---- Given records

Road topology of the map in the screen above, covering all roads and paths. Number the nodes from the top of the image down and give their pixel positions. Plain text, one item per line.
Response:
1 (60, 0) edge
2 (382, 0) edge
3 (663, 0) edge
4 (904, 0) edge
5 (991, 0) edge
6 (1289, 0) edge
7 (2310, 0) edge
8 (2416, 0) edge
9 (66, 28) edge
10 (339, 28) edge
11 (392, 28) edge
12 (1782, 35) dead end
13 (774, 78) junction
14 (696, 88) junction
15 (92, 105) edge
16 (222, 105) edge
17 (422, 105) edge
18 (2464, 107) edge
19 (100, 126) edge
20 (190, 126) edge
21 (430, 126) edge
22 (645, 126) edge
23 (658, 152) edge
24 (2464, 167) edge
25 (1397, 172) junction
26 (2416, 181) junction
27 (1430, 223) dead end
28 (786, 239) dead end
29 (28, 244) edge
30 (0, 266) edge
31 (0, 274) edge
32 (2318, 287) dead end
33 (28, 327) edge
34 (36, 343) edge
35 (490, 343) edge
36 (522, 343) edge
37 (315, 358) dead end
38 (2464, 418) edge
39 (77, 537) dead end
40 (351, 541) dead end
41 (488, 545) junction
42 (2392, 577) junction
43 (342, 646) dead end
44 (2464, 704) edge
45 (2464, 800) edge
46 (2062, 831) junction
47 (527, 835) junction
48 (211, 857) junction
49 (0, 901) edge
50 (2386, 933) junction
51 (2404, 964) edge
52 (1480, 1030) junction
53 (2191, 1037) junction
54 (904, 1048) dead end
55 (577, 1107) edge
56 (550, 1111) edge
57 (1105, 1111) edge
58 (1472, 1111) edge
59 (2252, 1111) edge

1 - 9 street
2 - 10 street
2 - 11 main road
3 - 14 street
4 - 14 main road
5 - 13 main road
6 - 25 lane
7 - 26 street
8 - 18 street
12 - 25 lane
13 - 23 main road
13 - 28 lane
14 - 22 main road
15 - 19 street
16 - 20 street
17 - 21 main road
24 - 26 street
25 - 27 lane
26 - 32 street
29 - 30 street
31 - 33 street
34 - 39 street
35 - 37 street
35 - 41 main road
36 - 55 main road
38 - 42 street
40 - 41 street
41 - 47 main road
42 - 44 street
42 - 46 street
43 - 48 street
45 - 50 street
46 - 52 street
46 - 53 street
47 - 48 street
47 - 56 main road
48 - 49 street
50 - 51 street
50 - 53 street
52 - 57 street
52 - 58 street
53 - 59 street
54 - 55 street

--------

Nothing in the entries above may be left out; retype them all exactly.

Response -
Road topology of the map in the screen above, covering all roads and paths. Number the nodes from the top of the image down and give their pixel positions. Plain text, one item per line.
Response:
1 (60, 0) edge
2 (382, 0) edge
3 (663, 0) edge
4 (904, 0) edge
5 (991, 0) edge
6 (1289, 0) edge
7 (2310, 0) edge
8 (2416, 0) edge
9 (66, 28) edge
10 (339, 28) edge
11 (392, 28) edge
12 (1782, 35) dead end
13 (774, 78) junction
14 (696, 88) junction
15 (92, 105) edge
16 (222, 105) edge
17 (422, 105) edge
18 (2464, 107) edge
19 (100, 126) edge
20 (190, 126) edge
21 (430, 126) edge
22 (645, 126) edge
23 (658, 152) edge
24 (2464, 167) edge
25 (1397, 172) junction
26 (2416, 181) junction
27 (1430, 223) dead end
28 (786, 239) dead end
29 (28, 244) edge
30 (0, 266) edge
31 (0, 274) edge
32 (2318, 287) dead end
33 (28, 327) edge
34 (36, 343) edge
35 (490, 343) edge
36 (522, 343) edge
37 (315, 358) dead end
38 (2464, 418) edge
39 (77, 537) dead end
40 (351, 541) dead end
41 (488, 545) junction
42 (2392, 577) junction
43 (342, 646) dead end
44 (2464, 704) edge
45 (2464, 800) edge
46 (2062, 831) junction
47 (527, 835) junction
48 (211, 857) junction
49 (0, 901) edge
50 (2386, 933) junction
51 (2404, 964) edge
52 (1480, 1030) junction
53 (2191, 1037) junction
54 (904, 1048) dead end
55 (577, 1107) edge
56 (550, 1111) edge
57 (1105, 1111) edge
58 (1472, 1111) edge
59 (2252, 1111) edge

1 - 9 street
2 - 10 street
2 - 11 main road
3 - 14 street
4 - 14 main road
5 - 13 main road
6 - 25 lane
7 - 26 street
8 - 18 street
12 - 25 lane
13 - 23 main road
13 - 28 lane
14 - 22 main road
15 - 19 street
16 - 20 street
17 - 21 main road
24 - 26 street
25 - 27 lane
26 - 32 street
29 - 30 street
31 - 33 street
34 - 39 street
35 - 37 street
35 - 41 main road
36 - 55 main road
38 - 42 street
40 - 41 street
41 - 47 main road
42 - 44 street
42 - 46 street
43 - 48 street
45 - 50 street
46 - 52 street
46 - 53 street
47 - 48 street
47 - 56 main road
48 - 49 street
50 - 51 street
50 - 53 street
52 - 57 street
52 - 58 street
53 - 59 street
54 - 55 street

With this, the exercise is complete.